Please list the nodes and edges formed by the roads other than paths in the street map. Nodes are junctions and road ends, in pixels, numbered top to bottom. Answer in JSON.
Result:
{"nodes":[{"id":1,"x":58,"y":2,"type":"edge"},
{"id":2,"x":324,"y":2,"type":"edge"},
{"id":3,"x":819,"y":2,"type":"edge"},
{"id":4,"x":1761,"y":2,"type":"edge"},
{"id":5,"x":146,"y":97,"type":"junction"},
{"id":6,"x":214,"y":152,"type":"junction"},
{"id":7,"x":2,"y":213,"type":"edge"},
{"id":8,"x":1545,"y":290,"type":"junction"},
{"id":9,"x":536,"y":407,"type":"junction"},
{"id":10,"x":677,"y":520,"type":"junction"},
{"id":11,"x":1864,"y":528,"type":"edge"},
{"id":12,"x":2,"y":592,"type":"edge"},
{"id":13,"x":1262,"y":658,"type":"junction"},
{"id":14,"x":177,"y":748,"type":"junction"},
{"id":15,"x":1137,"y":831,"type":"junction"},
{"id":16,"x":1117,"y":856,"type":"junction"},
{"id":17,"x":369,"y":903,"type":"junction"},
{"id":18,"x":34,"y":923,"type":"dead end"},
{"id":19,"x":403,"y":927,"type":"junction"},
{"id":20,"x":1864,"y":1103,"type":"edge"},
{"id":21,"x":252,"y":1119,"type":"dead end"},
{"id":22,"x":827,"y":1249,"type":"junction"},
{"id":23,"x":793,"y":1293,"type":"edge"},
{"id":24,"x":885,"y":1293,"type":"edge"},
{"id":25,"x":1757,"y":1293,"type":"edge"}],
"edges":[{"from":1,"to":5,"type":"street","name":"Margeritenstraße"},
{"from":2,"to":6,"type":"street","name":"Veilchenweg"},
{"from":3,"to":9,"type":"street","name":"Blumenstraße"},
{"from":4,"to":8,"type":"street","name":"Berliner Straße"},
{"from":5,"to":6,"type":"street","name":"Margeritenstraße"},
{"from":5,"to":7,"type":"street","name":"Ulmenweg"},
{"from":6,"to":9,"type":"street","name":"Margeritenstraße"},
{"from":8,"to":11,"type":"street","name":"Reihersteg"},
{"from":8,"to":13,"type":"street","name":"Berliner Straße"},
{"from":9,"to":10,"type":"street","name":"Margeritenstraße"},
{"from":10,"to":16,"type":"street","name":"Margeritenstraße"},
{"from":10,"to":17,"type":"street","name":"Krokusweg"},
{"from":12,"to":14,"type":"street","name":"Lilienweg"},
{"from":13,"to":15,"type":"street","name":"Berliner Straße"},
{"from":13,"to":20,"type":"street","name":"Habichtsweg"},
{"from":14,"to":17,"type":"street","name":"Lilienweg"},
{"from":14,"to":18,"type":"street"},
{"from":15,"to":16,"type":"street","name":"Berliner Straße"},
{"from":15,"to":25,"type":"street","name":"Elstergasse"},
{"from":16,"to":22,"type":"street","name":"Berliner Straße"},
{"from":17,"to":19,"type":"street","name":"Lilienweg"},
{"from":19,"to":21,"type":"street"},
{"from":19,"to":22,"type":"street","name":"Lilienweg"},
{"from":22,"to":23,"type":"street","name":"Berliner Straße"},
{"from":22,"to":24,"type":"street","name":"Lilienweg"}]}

· · ·

Work out how many lines in the entries contain the string "dead", then reply with that number and nothing more.

2